Governance, it is crucial for companies to contain cyber risk

The digital threat scenario burdens companies as an operational-level risk. Dealing with this risk from a sustainable perspective means transforming the governance approach and accountability (responsibility) of corporate decision-makers. This is confirmed by experts in security operations, European regulations (Nis, Dora), but above all the World Economic Forum (Wef) reiterates: "Organisations can transform cyber risk into resilience and trust into sustainable value creation. The call for leaders and decision-makers is to redefine the roles of security' by setting out from strategy, the evolution of cyber security into an enabler of growth, a lever of trust and a tool for sustainable innovation. But 'adaptive governance' is also needed, as Oreste Pollicino, professor and founder of AIdvisory, explains.

According to the Wef Global Cybersecurity Outlook 2025 survey, for almost twice as many respondents, the biggest consequences of cyber incidents are brand damage and loss of customer trust. In general, cybersecurity is seen as a business risk, but on cybersecurity risk priorities there is still a mismatch between the executive level and security operatives.

The former consider priorities limited to IT systems, while the latter are aware of the systemic effect on the entire organisation. An initial remedy has come from major European regulations, which have imposed specific accountability for digital security risks on boards of directors and senior decision-makers, demanding that their responsibility be integrated into corporate governance processes, including risk and vendor management. Microsoft in its Digital Defence 2025 Report, among its action measures, calls on boards of directors to manage cyber risk as one of their operational risks, considering cyber security as a challenge, on a par with financial or legal challenges affecting the sustainability of the entire company.

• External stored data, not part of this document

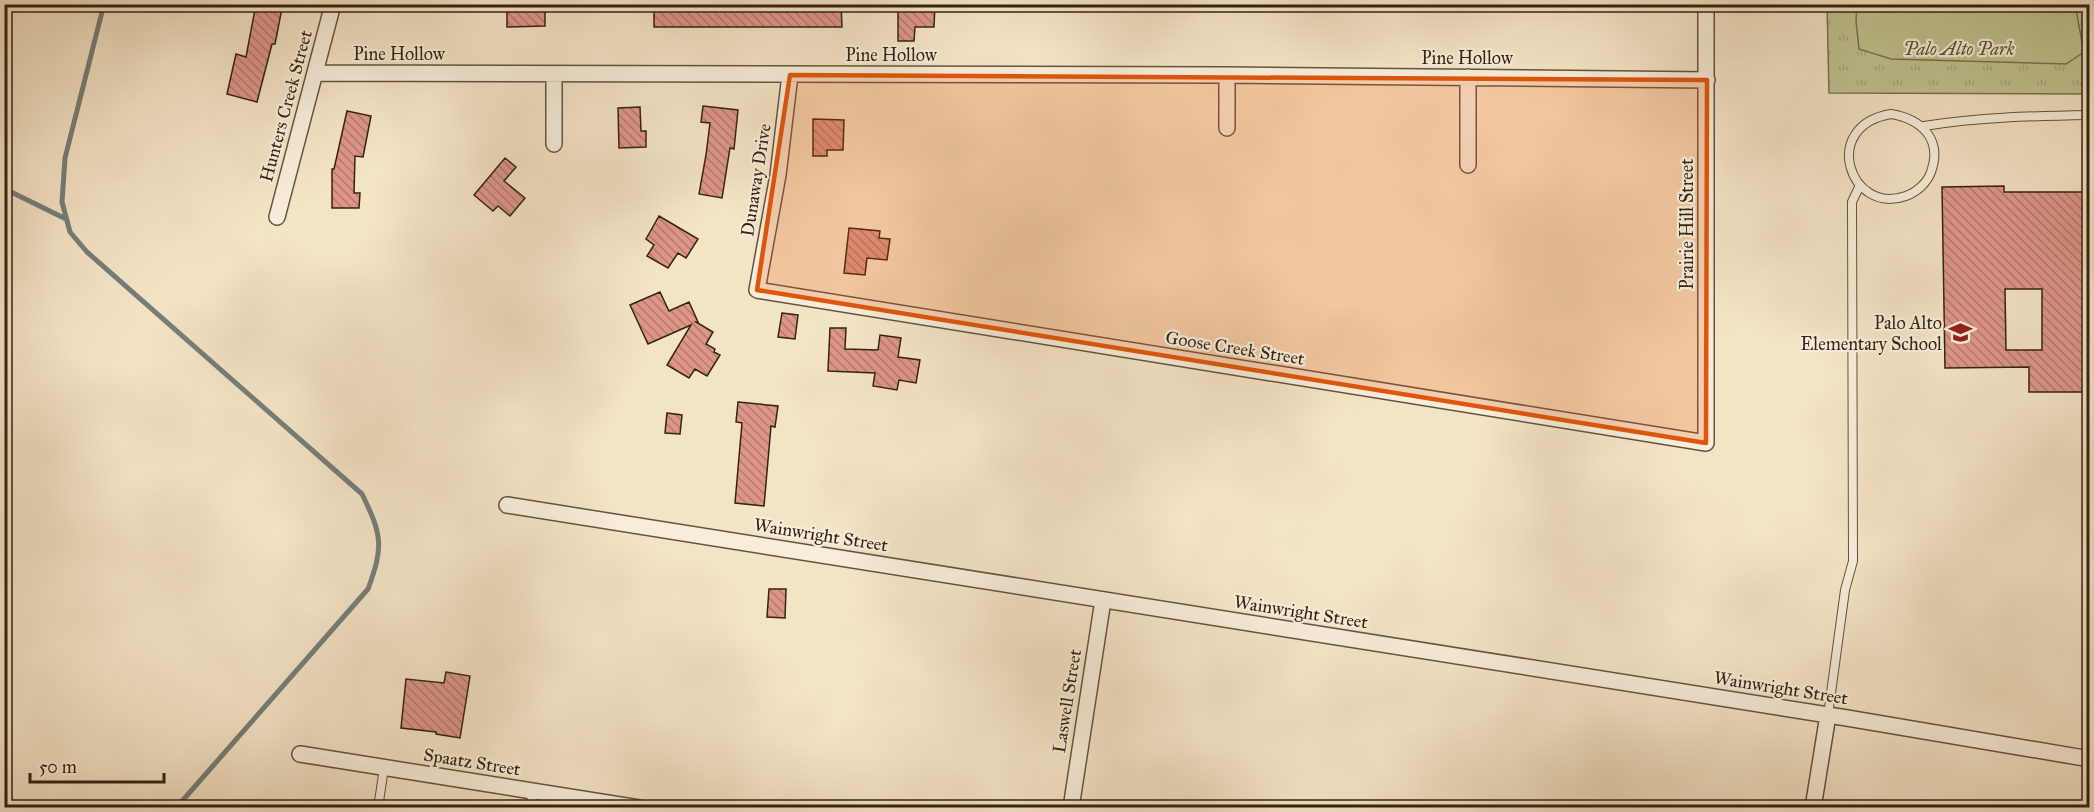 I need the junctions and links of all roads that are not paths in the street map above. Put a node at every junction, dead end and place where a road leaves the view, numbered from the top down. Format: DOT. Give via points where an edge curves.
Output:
graph roads {
  1 [pos="333,4"];
  2 [pos="1707,4"];
  3 [pos="315,73"];
  4 [pos="554,74"];
  5 [pos="790,75"];
  6 [pos="1227,75"];
  7 [pos="1468,77"];
  8 [pos="1707,80"];
  9 [pos="2090,115"];
  10 [pos="1924,126"];
  11 [pos="1227,128"];
  12 [pos="554,144"];
  13 [pos="1468,165"];
  14 [pos="1860,185"];
  15 [pos="277,217"];
  16 [pos="757,291"];
  17 [pos="1707,443"];
  18 [pos="507,505"];
  19 [pos="1103,600"];
  20 [pos="1828,715"];
  21 [pos="300,754"];
  22 [pos="2090,759"];
  23 [pos="384,768"];
  24 [pos="533,791"];
  25 [pos="378,807"];
  26 [pos="530,807"];
  27 [pos="639,807"];
  28 [pos="1071,807"];
  29 [pos="1813,807"];
  1 -- 3 [label="street, Hunters Creek Street"];
  2 -- 8 [label="street, Prairie Hill Street"];
  3 -- 4 [label="street, Pine Hollow"];
  3 -- 15 [label="street, Hunters Creek Street"];
  4 -- 5 [label="street, Pine Hollow"];
  4 -- 12 [label="street"];
  5 -- 6 [label="street, Pine Hollow"];
  5 -- 16 [label="street, Dunaway Drive" via="778,175"];
  6 -- 7 [label="street, Pine Hollow"];
  6 -- 11 [label="street"];
  7 -- 8 [label="street, Pine Hollow"];
  7 -- 13 [label="street"];
  8 -- 17 [label="street, Prairie Hill Street"];
  9 -- 10 [label="lane" via="2009,116"];
  10 -- 14 [label="lane" via="1891,114 1865,123 1856,133 1849,153 1852,173"];
  10 -- 14 [label="lane" via="1933,145 1934,159 1923,185 1899,199 1884,199"];
  14 -- 20 [label="lane" via="1852,202 1853,561 1845,590"];
  16 -- 17 [label="street, Goose Creek Street"];
  18 -- 19 [label="street, Wainwright Street"];
  19 -- 20 [label="street, Wainwright Street"];
  19 -- 28 [label="street, Laswell Street"];
  20 -- 22 [label="street, Wainwright Street"];
  20 -- 29 [label="street"];
  21 -- 23 [label="street, Spaatz Street"];
  23 -- 24 [label="street, Spaatz Street"];
  23 -- 25 [label="lane"];
  24 -- 26 [label="lane"];
  24 -- 27 [label="street, Spaatz Street"];
} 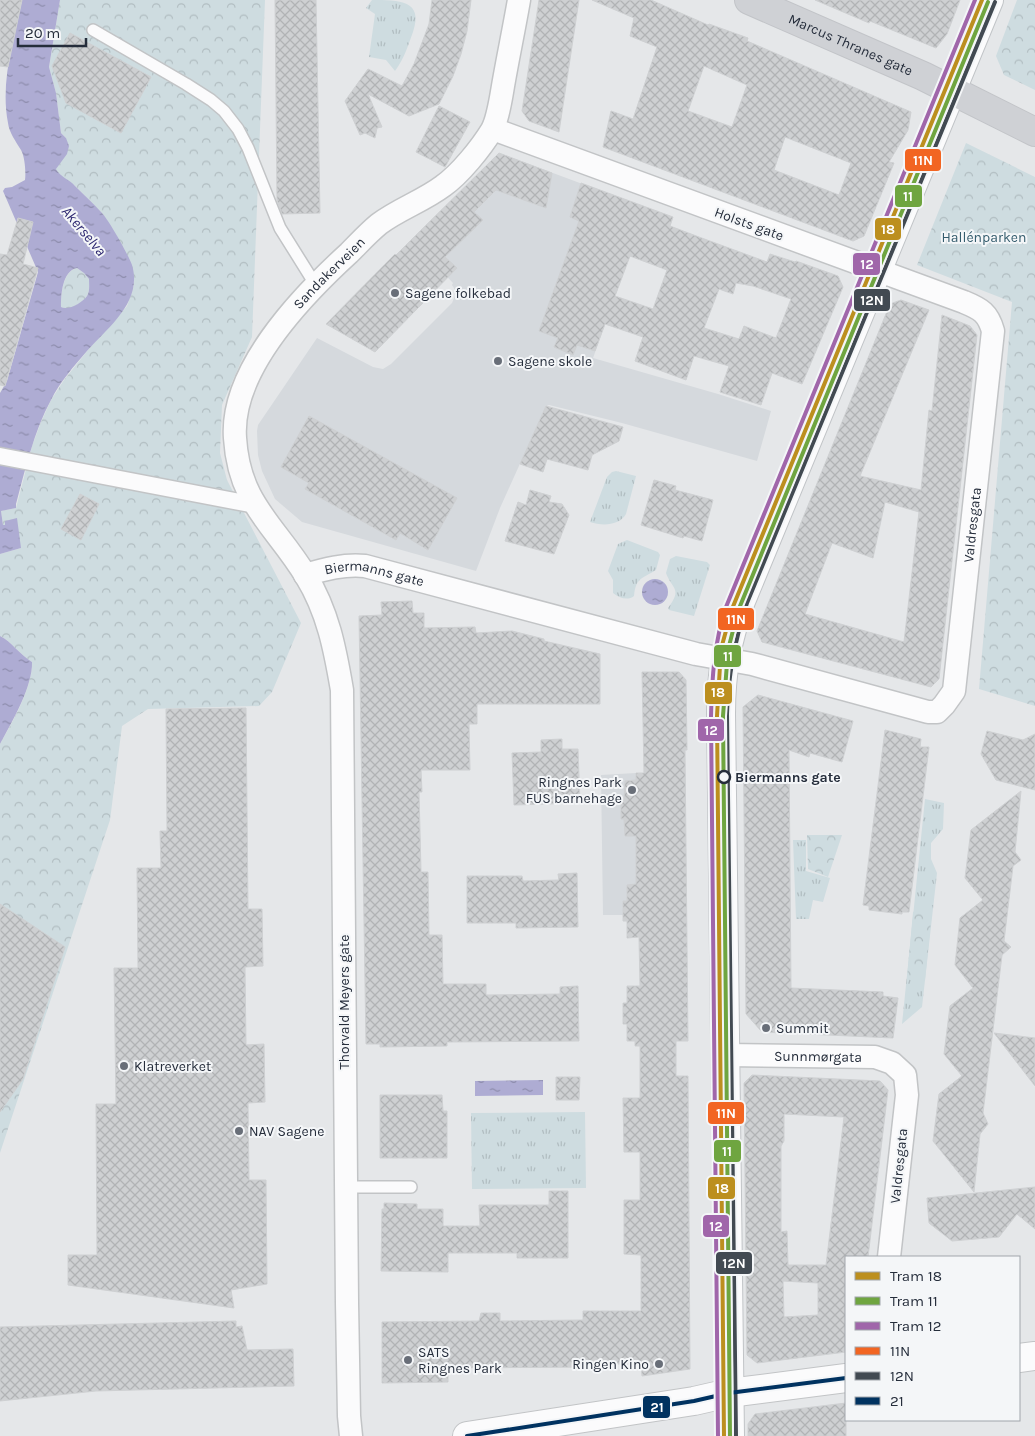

The Wef at the end of October further strengthened this approach with specific publications related to the principle of resilience and to cyber risk governance, calling for interventions capable of guaranteeing corporate sustainability in the long term: provision of specific budgets for digital security, extension of delegation to security managers, frequent listening to these figures, setting targets and incentives for other managers called upon to collaborate in the prevention and resolution of cybersecurity risks. However, since there is no one-size-fits-all recipe for all types of companies, adaptive governance can be considered.